The Western Watersheds Project, the Natural Resources Defense Council, and the National Press Photographers filed an appeal to Skavdahl’s ruling with the 10th Circuit Court of Appeals in Denver.
Much of Wyoming remains in a checkerboard of public and private ownership with open range. Almost half of the state is federal land, including such popular tourist designations as the Grand Teton and Yellowstone Parks and Devil’s Tower National Monument.
And last week, a three-judge panel met the appellants half way by reversing the part of the District Court’s decisions that the two statutes are not entitled to First Amendment protection. The appellate judges, however, left it to Skavdahl to work out the details.
“Because we have determined that the statutes at issue regulate protected speech, plaintiffs ask us to go further,” they wrote. “They seek a declaration about the level of scrutiny to be applied and whether the statutes survive the appropriate review.”
In the appellate ruling, written by Judge Carlos F. Lucero and joined by Judges Monroe G. McKay and Harris Hartz, the panel agreed to “allow the district court to consider those issues in the first instance.” They said as a “general rule” the appellate court does “not consider an issue not passed upon below.”
Like Idaho, Utah, and several other states, Wyoming in recent years has imposed new private property protections. Most of the others, however, deal with animal agriculture facilities. Wyoming’s statutes ban data collection on any private property without the owner’s permission.
State government expert Doug Farquhar, with the Denver-based National Conference of State Legislatures, says while there are similarities to “Ag-Gag” statutes, the Wyoming laws are “broad in scope” with the intent of limiting the collection and use of data that might interfere with the exploitation of natural resources.
But First Amendment protection is provided to this activity. “We conclude that plaintiffs’ collection of resource data constitute the protected creation of speech,” Lucero wrote.
The three-judge panel said banning note-taking or photography at a public event “would raise serious First Amendment concerns, a law of that sort would obviously affect the right to publish the resulting photograph or disseminate a report derived from the notes.”
Wyoming’s challenged statutes impose civil and criminal liability on any person who “crosses private land to access adjacent or proximate land where he collects resource data.”
The laws took effect in 2015 and we’re amended in 2016 to more narrowly apply to private property, not merely open space. The Wyoming Legislature made the 2016 changes in reaction to the Skavdahl’s early criticisms after filings of the original challenges in his court.
The changes mean Wyoming’s law is only about trespassing to collect data on private land. The three-judge panel agreed there is no right to trespass on private property, yet it called out the “broad definitions” in the Wyoming law.

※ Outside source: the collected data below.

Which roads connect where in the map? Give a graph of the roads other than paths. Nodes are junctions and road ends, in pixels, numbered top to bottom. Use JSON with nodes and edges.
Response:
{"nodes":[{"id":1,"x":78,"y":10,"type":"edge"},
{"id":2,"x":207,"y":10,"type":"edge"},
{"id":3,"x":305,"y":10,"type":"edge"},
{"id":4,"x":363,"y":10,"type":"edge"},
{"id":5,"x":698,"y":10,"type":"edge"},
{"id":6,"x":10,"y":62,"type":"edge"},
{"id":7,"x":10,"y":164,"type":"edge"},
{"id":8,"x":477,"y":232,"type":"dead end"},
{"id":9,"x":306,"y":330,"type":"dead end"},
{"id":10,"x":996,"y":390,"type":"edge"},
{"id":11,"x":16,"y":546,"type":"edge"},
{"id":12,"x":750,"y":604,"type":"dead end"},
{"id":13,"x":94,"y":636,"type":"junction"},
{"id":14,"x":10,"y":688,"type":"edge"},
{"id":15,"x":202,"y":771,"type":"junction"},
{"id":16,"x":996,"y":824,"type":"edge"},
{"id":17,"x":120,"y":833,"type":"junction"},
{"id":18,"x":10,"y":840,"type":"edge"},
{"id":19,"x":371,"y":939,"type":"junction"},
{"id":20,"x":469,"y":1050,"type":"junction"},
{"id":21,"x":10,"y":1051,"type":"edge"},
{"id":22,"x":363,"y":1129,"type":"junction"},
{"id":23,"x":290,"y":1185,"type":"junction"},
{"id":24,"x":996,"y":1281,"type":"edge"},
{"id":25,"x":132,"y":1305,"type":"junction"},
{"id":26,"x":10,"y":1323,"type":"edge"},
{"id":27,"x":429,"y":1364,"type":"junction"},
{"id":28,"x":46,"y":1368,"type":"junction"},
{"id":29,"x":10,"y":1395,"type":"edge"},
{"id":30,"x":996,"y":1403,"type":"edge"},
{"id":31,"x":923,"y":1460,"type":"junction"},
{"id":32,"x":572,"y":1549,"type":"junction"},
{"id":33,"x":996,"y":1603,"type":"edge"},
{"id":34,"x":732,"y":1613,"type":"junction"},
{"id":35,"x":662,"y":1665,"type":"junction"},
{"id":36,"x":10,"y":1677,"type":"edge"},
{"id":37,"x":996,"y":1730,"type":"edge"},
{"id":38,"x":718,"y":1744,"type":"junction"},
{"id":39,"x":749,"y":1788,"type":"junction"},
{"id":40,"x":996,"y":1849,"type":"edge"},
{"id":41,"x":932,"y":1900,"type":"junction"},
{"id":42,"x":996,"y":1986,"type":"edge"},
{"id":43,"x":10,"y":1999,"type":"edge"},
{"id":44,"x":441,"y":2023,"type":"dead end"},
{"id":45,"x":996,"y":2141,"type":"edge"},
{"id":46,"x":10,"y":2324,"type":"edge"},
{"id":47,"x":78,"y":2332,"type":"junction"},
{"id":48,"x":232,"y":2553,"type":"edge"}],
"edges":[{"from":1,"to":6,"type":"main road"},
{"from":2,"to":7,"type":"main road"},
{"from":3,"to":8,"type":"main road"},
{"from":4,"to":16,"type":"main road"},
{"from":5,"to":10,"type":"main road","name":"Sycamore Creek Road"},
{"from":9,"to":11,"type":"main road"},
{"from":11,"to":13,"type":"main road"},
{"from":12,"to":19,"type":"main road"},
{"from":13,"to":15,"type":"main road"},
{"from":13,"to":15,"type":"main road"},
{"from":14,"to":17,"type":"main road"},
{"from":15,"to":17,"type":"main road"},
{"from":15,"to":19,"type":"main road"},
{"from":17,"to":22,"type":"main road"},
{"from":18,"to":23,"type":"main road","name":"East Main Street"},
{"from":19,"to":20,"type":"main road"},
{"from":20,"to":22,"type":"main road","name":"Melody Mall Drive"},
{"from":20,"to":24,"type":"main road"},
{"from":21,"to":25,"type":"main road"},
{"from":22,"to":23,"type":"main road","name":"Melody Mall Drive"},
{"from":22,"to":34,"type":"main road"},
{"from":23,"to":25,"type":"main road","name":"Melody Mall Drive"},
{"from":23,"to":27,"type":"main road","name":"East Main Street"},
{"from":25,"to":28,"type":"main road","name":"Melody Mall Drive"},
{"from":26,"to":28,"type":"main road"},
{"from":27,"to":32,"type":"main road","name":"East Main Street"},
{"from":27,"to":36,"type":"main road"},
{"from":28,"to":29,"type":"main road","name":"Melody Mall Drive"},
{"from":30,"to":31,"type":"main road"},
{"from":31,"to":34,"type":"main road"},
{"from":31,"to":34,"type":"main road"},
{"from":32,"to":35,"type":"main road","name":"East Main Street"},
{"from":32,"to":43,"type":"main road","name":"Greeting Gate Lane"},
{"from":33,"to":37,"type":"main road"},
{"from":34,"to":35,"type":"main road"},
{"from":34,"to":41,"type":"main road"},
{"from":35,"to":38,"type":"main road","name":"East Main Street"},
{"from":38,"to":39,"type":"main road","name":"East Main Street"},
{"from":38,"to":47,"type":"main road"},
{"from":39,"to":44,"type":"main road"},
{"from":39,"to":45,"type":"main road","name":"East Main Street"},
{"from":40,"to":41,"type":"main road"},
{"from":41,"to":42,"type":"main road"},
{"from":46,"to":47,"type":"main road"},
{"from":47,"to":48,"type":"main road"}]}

It said the term “collects resource data” could include numerous activities “such as writing notes on habitat conditions, photographing wildlife, or taking water samples, so long as an individual also records the location from which the data was collected.”
“We conclude the statutes regulate protected speech under the First Amendment and they are not shielded from constitutional scrutiny merely because they touch upon access to private property, ” Lucero wrote.
The appellate ruling finds the Wyoming statutes target the “creation” of speech by imposing heightened penalties on those who collect resource data.
A conviction of criminal trespass in Wyoming is subject to not more than six months imprisonment and a $750 fine. A conviction under the new statute includes up to one year in jail and $1,000 fines for first offenders.
On the civil side, the private property owner could sue for damages and litigation costs.